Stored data
----

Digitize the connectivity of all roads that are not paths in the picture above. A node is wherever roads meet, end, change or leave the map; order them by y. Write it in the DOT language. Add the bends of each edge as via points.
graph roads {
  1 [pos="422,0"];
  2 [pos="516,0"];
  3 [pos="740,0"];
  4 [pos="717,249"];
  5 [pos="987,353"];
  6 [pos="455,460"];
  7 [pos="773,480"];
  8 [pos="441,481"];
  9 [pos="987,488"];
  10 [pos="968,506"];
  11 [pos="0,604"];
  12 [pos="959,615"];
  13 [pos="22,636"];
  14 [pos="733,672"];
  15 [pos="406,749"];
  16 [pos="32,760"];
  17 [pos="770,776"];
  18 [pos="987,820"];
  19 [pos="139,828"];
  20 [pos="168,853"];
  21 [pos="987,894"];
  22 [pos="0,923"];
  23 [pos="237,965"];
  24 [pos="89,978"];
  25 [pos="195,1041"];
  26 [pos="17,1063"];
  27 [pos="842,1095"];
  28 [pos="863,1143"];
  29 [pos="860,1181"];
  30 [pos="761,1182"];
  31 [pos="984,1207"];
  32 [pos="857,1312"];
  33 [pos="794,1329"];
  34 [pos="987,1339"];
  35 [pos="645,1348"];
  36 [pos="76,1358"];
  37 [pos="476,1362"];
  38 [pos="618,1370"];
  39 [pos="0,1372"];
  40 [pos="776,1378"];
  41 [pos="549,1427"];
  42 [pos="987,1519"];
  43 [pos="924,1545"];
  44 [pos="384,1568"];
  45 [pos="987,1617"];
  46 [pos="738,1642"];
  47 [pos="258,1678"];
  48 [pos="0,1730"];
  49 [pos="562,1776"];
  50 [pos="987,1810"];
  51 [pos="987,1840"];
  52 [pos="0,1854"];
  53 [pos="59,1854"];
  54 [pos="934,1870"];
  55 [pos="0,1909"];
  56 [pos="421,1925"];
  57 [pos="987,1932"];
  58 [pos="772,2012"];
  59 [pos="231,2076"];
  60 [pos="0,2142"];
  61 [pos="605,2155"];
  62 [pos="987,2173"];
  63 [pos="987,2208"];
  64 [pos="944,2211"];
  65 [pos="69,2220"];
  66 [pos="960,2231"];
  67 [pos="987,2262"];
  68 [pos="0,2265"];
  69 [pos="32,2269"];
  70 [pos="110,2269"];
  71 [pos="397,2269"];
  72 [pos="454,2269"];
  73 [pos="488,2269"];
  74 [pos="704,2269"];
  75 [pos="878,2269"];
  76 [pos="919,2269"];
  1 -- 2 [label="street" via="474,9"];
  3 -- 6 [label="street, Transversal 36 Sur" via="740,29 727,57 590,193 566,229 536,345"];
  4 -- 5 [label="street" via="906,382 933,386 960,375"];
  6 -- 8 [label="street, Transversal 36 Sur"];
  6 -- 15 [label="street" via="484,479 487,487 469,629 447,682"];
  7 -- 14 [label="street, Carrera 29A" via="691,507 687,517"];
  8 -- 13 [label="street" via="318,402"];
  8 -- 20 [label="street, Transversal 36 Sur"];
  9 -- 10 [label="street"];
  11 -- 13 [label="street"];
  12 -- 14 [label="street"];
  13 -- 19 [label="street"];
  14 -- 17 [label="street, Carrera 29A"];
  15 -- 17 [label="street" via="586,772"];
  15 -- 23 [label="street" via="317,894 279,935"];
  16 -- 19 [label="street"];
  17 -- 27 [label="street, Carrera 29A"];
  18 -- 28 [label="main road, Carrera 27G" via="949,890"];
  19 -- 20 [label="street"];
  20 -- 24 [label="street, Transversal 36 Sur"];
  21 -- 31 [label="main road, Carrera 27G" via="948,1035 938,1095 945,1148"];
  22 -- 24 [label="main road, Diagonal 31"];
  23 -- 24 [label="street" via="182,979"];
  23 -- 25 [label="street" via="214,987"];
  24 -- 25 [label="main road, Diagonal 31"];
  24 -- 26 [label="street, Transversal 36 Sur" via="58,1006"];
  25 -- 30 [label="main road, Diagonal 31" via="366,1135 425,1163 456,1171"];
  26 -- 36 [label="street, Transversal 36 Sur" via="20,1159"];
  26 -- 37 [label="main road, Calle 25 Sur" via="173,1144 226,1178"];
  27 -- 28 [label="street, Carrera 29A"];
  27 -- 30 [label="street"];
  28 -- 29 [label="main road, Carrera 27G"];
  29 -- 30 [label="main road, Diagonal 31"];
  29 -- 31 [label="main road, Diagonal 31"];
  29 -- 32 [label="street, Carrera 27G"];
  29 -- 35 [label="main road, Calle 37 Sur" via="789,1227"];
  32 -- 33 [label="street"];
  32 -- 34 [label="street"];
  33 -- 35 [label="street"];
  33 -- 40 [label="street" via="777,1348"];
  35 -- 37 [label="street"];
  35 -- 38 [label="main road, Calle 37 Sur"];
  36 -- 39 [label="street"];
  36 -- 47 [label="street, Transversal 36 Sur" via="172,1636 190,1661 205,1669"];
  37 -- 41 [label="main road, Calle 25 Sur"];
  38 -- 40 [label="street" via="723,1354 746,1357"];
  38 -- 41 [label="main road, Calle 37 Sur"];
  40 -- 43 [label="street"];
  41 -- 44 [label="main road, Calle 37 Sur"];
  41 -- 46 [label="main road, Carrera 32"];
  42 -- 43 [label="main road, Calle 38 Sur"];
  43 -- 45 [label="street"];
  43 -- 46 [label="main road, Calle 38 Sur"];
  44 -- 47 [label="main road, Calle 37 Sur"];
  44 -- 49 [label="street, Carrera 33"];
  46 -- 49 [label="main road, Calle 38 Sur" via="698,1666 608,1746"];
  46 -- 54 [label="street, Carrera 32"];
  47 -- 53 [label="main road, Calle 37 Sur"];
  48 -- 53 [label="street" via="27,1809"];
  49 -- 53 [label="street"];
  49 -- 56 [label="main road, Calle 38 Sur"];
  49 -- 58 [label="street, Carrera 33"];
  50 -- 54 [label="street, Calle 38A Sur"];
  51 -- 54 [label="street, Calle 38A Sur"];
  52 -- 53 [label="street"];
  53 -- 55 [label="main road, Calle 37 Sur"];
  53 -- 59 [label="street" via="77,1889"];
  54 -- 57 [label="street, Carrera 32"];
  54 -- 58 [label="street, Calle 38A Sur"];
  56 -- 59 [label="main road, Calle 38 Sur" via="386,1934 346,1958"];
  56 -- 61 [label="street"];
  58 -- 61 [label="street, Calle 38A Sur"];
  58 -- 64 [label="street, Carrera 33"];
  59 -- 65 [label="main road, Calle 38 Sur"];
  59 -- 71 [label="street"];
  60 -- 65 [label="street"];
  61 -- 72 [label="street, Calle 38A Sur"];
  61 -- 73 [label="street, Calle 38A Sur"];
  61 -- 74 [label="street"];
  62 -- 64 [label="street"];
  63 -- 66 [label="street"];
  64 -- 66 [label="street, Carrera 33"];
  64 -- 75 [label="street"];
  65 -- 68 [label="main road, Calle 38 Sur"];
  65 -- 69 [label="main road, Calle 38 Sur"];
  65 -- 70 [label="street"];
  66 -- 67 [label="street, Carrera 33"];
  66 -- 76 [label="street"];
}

----

TRY IT =
Go over the data and return every line that includes the word "Diagonal".

WRITTEN ANSWER =
  22 -- 24 [label="main road, Diagonal 31"];
  24 -- 25 [label="main road, Diagonal 31"];
  25 -- 30 [label="main road, Diagonal 31" via="366,1135 425,1163 456,1171"];
  29 -- 30 [label="main road, Diagonal 31"];
  29 -- 31 [label="main road, Diagonal 31"];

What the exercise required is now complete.